◆ **INPUT DATA**
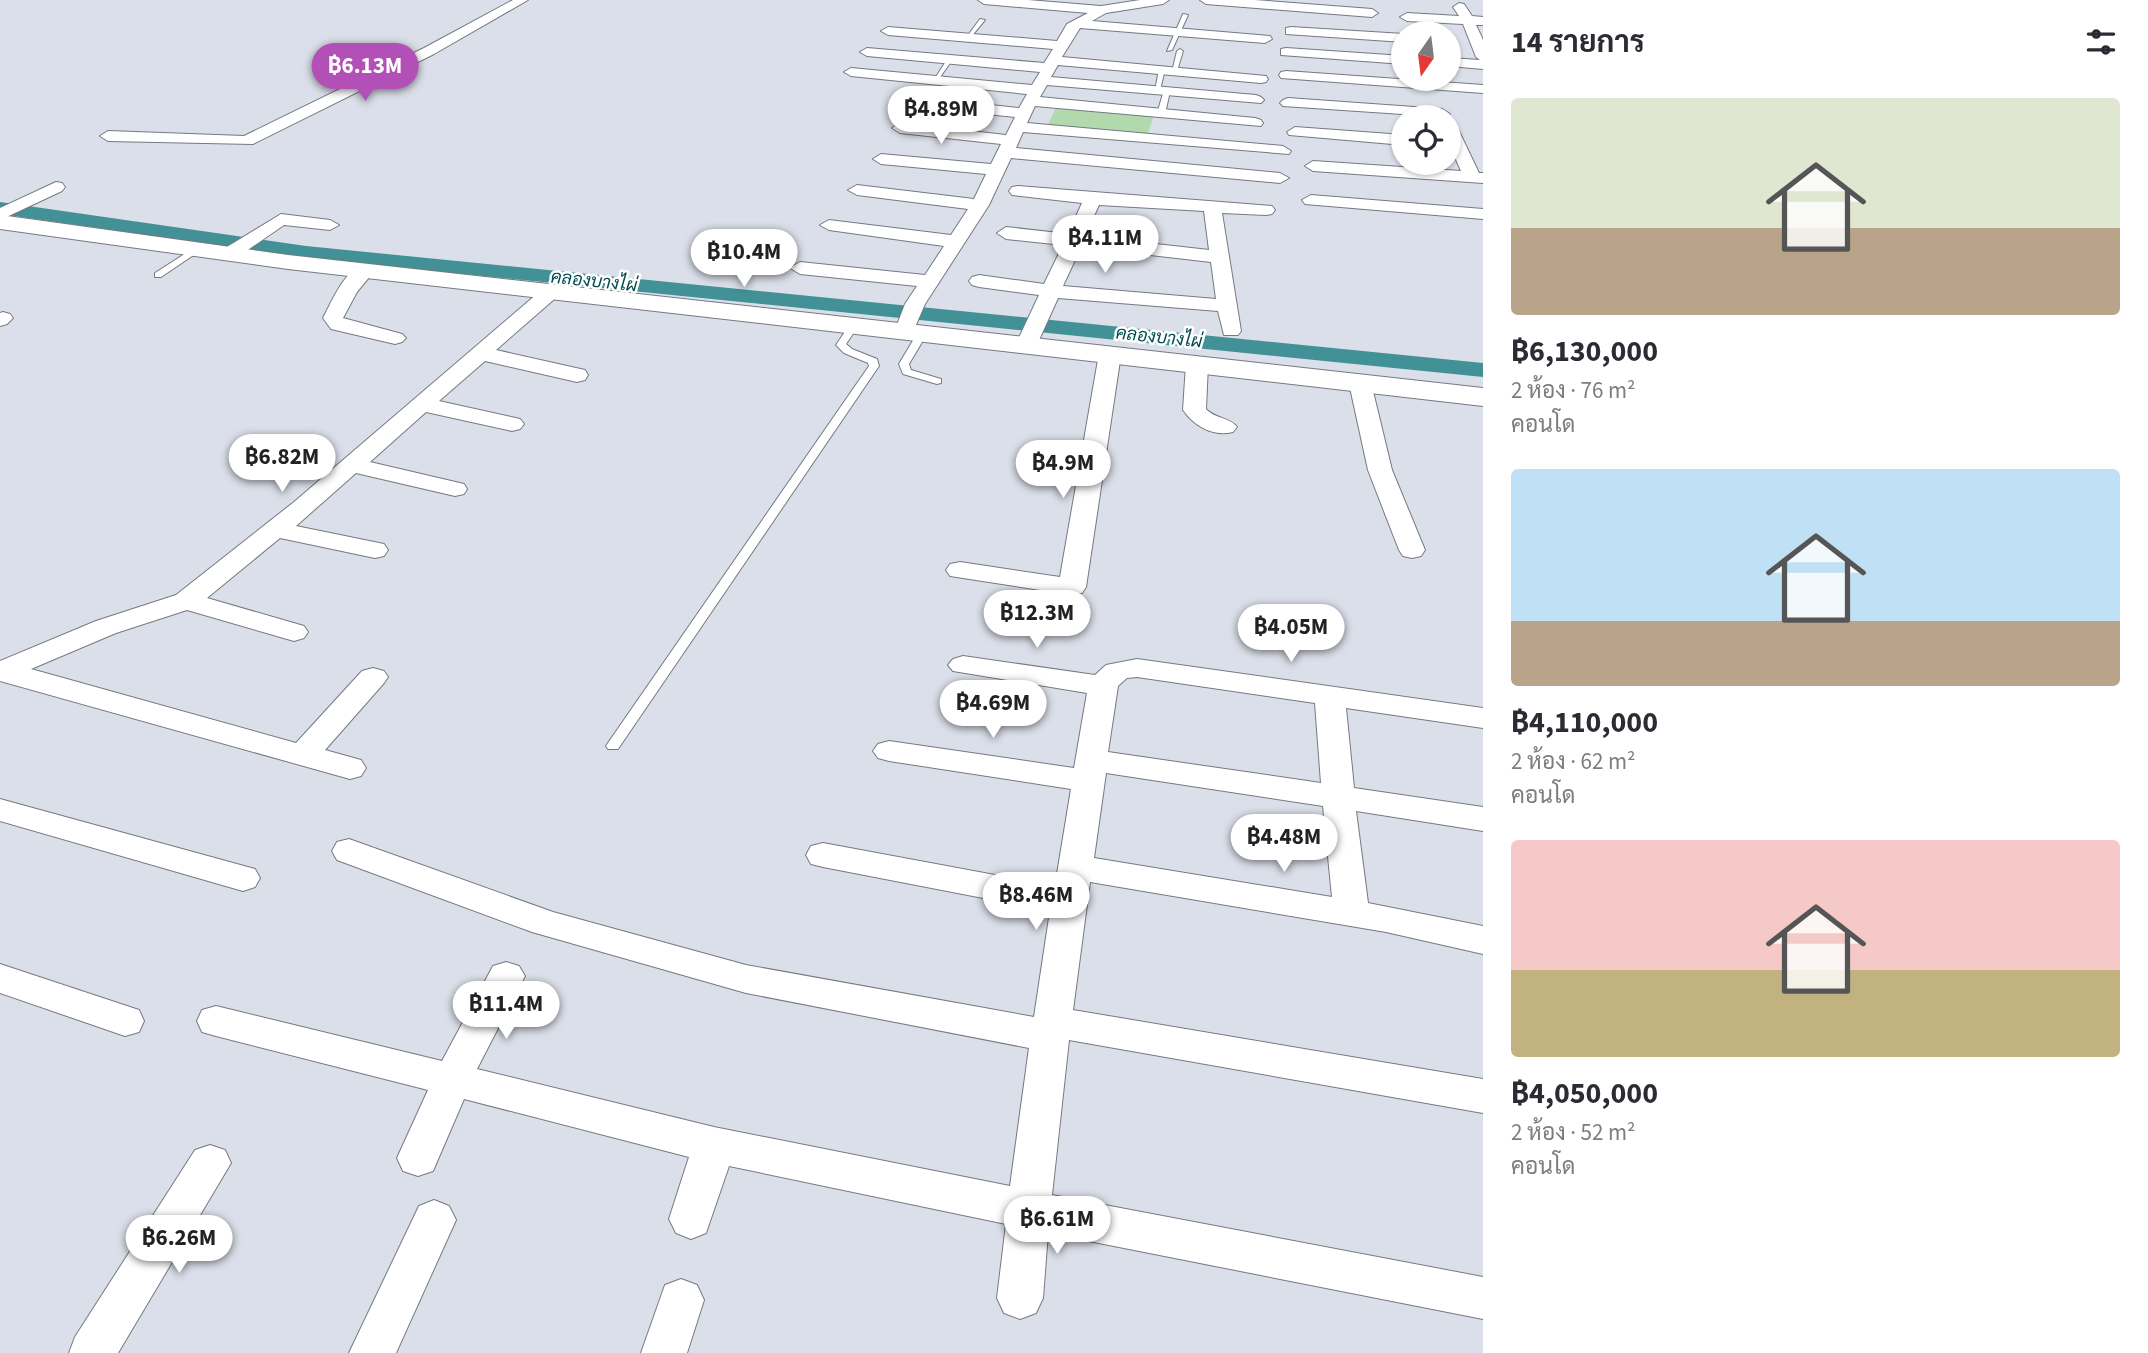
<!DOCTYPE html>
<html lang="th">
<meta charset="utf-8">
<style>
body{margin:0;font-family:"Source Sans 3",Sarabun,sans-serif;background:#f7f7f7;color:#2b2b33;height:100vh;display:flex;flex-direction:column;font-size:26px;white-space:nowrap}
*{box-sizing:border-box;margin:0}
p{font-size:23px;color:#7c7c81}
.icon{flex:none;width:38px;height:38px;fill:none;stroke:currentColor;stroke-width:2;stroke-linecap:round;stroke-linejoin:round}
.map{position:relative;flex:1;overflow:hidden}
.details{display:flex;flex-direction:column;background:#fff;width:665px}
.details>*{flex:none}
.needle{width:46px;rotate:194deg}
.buttons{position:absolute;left:1391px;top:21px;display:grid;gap:14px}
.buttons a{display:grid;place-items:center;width:70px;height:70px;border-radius:50%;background:#fff;box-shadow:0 2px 5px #0004;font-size:35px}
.price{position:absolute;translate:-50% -60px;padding:0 16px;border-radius:24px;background:#fff;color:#222;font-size:23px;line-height:46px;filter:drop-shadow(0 2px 4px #0008)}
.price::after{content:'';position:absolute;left:50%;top:42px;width:21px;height:16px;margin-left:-10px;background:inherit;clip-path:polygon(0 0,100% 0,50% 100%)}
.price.active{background:#b250b7;color:#fff}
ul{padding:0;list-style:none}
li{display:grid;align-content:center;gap:14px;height:371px;padding:0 28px}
li span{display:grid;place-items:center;height:217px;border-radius:7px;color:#555}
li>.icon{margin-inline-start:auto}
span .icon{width:126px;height:126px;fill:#fffc;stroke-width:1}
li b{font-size:30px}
h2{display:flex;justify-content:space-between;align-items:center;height:84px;padding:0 28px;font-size:30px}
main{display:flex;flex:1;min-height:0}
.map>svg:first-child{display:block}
</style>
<main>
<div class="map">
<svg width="1483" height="1353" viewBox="0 0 1483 1353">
<rect width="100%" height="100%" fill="#dbdfe9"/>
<polygon fill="#b1d9ad" points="1057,105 1154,114 1148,134 1048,125"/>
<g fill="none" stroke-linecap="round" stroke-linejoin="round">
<polygon fill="#419196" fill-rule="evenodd" points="0,202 306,246 1483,363 1483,377 306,258 0,214"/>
<defs>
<g id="lane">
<polygon points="1183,14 1188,15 1172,50 1167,51"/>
<polygon points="980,19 985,20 970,38 966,38"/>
<polygon points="1180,49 1183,51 1177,71 1172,72 1177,51"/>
<polygon points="948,58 953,59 938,80 934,80"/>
<polygon points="1162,67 1165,69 1160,90 1155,91 1159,69"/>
<polygon points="1164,90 1170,91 1165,114 1161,116 1157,114"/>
<polygon points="194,248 201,250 161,277 155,277 155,273"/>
<polygon points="854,322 859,325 846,344 852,349 877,359 879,366 618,749 608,749 606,746 608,743 869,366 868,363 844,353 836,345 851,323"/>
<polygon points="923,329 928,332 909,364 911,370 941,379 941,383 937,384 903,374 899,364 918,332"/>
</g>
<g id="street">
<polygon points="513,0 528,0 434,54 253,144 108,141 100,136 108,131 244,136 424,48"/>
<polygon points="978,0 1028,0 1101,6 1140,0 1169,0 1163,4 1106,13 1092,21 1270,36 1272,39 1265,43 1080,28 1062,57 1266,76 1268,79 1266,82 1261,83 1058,65 1051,77 1256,95 1261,97 1264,100 1261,103 1047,85 1040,97 1255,118 1261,120 1263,123 1261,126 1035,106 1027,123 1283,146 1291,151 1289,154 1023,132 1016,148 1280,173 1289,178 1280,183 1011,158 989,205 925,304 912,334 898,334 895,330 905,304 917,286 800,274 790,268 800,262 925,275 944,246 829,230 820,225 829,220 951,235 968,209 857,195 848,190 857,185 974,199 986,174 881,164 873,159 881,154 991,164 1001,144 900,133 892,128 900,123 1006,135 1015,117 919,107 911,102 919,97 1019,108 1027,94 851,76 844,72 851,68 1032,85 1040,72 867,56 860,52 867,48 1044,63 1053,49 888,35 881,31 888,27 1057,41 1067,24 1088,13 984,4"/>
<polygon points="1200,0 1255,0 1372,9 1378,13 1372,17 1206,4"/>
<polygon points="1459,3 1464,4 1472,16 1483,17 1483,25 1476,25 1483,40 1483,69 1449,66 1449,58 1480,60 1476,57 1463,24 1407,21 1400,17 1407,13 1459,16 1453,7"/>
<polygon points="1291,27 1404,34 1404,42 1286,34 1286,28"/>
<polygon points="1286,48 1404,56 1404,64 1281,55 1281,49"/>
<polygon points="1286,71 1483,85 1483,93 1281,78 1279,75 1281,72"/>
<polygon points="1288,98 1442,109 1450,114 1447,117 1283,106 1280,103 1283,100"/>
<polygon points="1449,122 1457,127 1479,173 1483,173 1483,183 1313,171 1305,166 1313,161 1461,171 1449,144"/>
<polygon points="1295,127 1404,135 1404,145 1289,135 1287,132"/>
<polygon points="56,182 62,183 65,187 62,191 0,220 0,208"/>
<path d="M 1018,186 L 1272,206 L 1275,210 L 1272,214 L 1266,215 L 1222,213 L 1241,331 L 1238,335 L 1224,335 L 1218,311 L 1058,298 L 1035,349 L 1019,349 L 1016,344 L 1039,295 L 979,287 L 972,285 L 969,281 L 972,277 L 979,275 L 1044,284 L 1063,245 L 1006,239 L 997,233 L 1006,227 L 1068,234 L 1082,203 L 1012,195 L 1009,191 L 1012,187 ZM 1099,205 L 1204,211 L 1209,250 L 1085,236 ZM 1081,247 L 1211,262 L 1216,299 L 1063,286 Z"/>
<polygon points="1311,195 1483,209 1483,219 1305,204 1302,200"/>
<polygon points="281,214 330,220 339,225 330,230 284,225 236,258 222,258 219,254 222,250"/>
<path d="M 365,264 L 375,270 L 357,292 L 343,318 L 402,334 L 406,338 L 402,342 L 395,344 L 331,329 L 323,318 C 332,301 345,269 365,264 Z"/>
<polygon points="552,285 559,287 562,291 559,295 496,350 585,370 588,375 585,380 577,382 485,361 439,401 520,419 524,424 520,429 512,431 426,412 370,462 464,484 467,489 464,494 455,496 356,473 296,526 384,544 388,550 384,556 375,558 280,538 207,598 304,626 308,632 304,638 294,641 187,610 116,633 31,669 296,743 362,671 373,668 384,671 388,677 384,683 325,750 361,760 366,768 361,776 350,779 0,681 0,661 96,621 176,595 294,502 545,287"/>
<polygon points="3,312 10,314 13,318 7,324 0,326 0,313"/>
<polygon points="1110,348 1118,349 1121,354 1086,587 1082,593 1072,595 950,576 946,570 950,564 960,562 1060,577 1099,354 1102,349"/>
<path d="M 1197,357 L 1205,359 L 1208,364 L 1206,409 C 1215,419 1230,417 1237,427 L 1233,432 C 1213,437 1194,426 1183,410 L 1186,364 L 1189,359 Z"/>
<polygon points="1360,376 1368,378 1371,383 1392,470 1425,550 1421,556 1412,558 1403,556 1399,550 1368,470 1349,383 1352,378"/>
<path d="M 963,656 L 1095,675 L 1106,665 L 1137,659 L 1483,708 L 1483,728 L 1346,708 L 1354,788 L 1483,807 L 1483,831 L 1356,811 L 1368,903 L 1483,926 L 1483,954 L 1386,932 L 1090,882 L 1073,1010 L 1483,1079 L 1483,1113 L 1069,1040 L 1052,1195 L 1483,1277 L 1483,1319 L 1048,1233 L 1043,1298 L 1036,1313 L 1020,1319 L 1004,1313 L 997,1298 L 1006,1224 L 729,1166 L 706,1233 L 691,1239 L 676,1233 L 669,1219 L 689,1157 L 464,1099 L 433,1171 L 418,1176 L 403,1171 L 397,1158 L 428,1090 L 216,1036 L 202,1032 L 197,1021 L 202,1010 L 216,1006 L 442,1061 L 493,966 L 506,962 L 519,966 L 525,976 L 477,1069 L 714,1127 L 1010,1186 L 1029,1048 L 746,993 L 532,932 L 337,860 L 332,851 L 337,842 L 349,839 L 553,912 L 746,965 L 1034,1017 L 1050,911 L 823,867 L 811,864 L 806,855 L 811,846 L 823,843 L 1055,886 L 1071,789 L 889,761 L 878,758 L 873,751 L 878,744 L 889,741 L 1074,768 L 1087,693 L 953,671 L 948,665 L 953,659 ZM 1137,677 L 1315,703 L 1321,783 L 1108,752 L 1118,686 L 1127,678 ZM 1106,773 L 1323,806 L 1332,897 L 1094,858 Z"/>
<polygon points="0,799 255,869 260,878 255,887 243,891 0,821"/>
<polygon points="0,964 139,1010 144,1021 139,1032 125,1036 0,993"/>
<polygon points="210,1145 225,1150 231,1163 118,1353 69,1353 75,1337 195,1150"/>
<polygon points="434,1200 449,1206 456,1220 396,1353 349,1353 419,1206"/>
<polygon points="681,1279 697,1285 704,1300 687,1353 641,1353 665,1285"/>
</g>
<polygon id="secondary" points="0,215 288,255 1483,388 1483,406 288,269 0,229"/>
</defs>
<use href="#lane" stroke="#757981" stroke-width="2"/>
<use href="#street" stroke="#757981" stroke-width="2"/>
<use href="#secondary" stroke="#757981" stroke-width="2"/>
<use href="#lane" fill="#fff" fill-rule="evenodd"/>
<use href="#street" fill="#fff" fill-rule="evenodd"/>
<use href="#secondary" fill="#fff" fill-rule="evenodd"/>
</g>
<g text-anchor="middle" stroke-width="5" stroke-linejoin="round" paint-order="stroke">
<g font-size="18" font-style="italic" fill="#004c50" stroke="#fff">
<text transform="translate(594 281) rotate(6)" y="6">คลองบางไผ่</text>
<text transform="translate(1159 337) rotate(6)" y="6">คลองบางไผ่</text>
</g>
</g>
</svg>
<div class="buttons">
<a><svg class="needle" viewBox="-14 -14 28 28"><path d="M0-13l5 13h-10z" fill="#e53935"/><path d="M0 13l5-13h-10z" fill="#7c7c81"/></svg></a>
<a><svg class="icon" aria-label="locate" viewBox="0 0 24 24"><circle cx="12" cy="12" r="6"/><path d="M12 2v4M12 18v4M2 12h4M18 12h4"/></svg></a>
</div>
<b class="price active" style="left:365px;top:103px">฿6.13M</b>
<b class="price" style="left:941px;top:146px">฿4.89M</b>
<b class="price" style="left:1105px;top:275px">฿4.11M</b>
<b class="price" style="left:744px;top:289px">฿10.4M</b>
<b class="price" style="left:282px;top:494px">฿6.82M</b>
<b class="price" style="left:1063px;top:500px">฿4.9M</b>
<b class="price" style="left:1037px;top:650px">฿12.3M</b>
<b class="price" style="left:1291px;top:664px">฿4.05M</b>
<b class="price" style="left:993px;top:740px">฿4.69M</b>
<b class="price" style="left:1284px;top:874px">฿4.48M</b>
<b class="price" style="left:1036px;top:932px">฿8.46M</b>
<b class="price" style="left:506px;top:1041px">฿11.4M</b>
<b class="price" style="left:1057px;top:1256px">฿6.61M</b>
<b class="price" style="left:179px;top:1275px">฿6.26M</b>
</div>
<section class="details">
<h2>14 รายการ<svg class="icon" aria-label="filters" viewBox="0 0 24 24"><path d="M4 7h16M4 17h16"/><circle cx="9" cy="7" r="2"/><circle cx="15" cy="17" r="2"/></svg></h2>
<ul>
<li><span style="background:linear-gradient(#dfe7d0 60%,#b9a48a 0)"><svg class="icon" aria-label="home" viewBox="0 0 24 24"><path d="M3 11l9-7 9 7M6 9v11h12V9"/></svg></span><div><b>฿6,130,000</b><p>2 ห้อง · 76 m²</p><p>คอนโด</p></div></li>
<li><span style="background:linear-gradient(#bfe0f5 70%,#b9a48a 0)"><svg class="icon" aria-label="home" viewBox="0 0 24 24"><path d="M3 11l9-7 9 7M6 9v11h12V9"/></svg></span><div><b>฿4,110,000</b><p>2 ห้อง · 62 m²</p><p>คอนโด</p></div></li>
<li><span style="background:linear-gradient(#f6c9c9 60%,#c2b280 0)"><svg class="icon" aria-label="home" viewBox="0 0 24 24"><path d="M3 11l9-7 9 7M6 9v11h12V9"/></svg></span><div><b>฿4,050,000</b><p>2 ห้อง · 52 m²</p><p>คอนโด</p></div></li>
</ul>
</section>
</main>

◆ **TASK DIRECTIONS**
If a line in the records above includes the string "absolute", copy it.

◆ **WRITTEN ANSWER**
.buttons{position:absolute;left:1391px;top:21px;display:grid;gap:14px}
.price{position:absolute;translate:-50% -60px;padding:0 16px;border-radius:24px;background:#fff;color:#222;font-size:23px;line-height:46px;filter:drop-shadow(0 2px 4px #0008)}
.price::after{content:'';position:absolute;left:50%;top:42px;width:21px;height:16px;margin-left:-10px;background:inherit;clip-path:polygon(0 0,100% 0,50% 100%)}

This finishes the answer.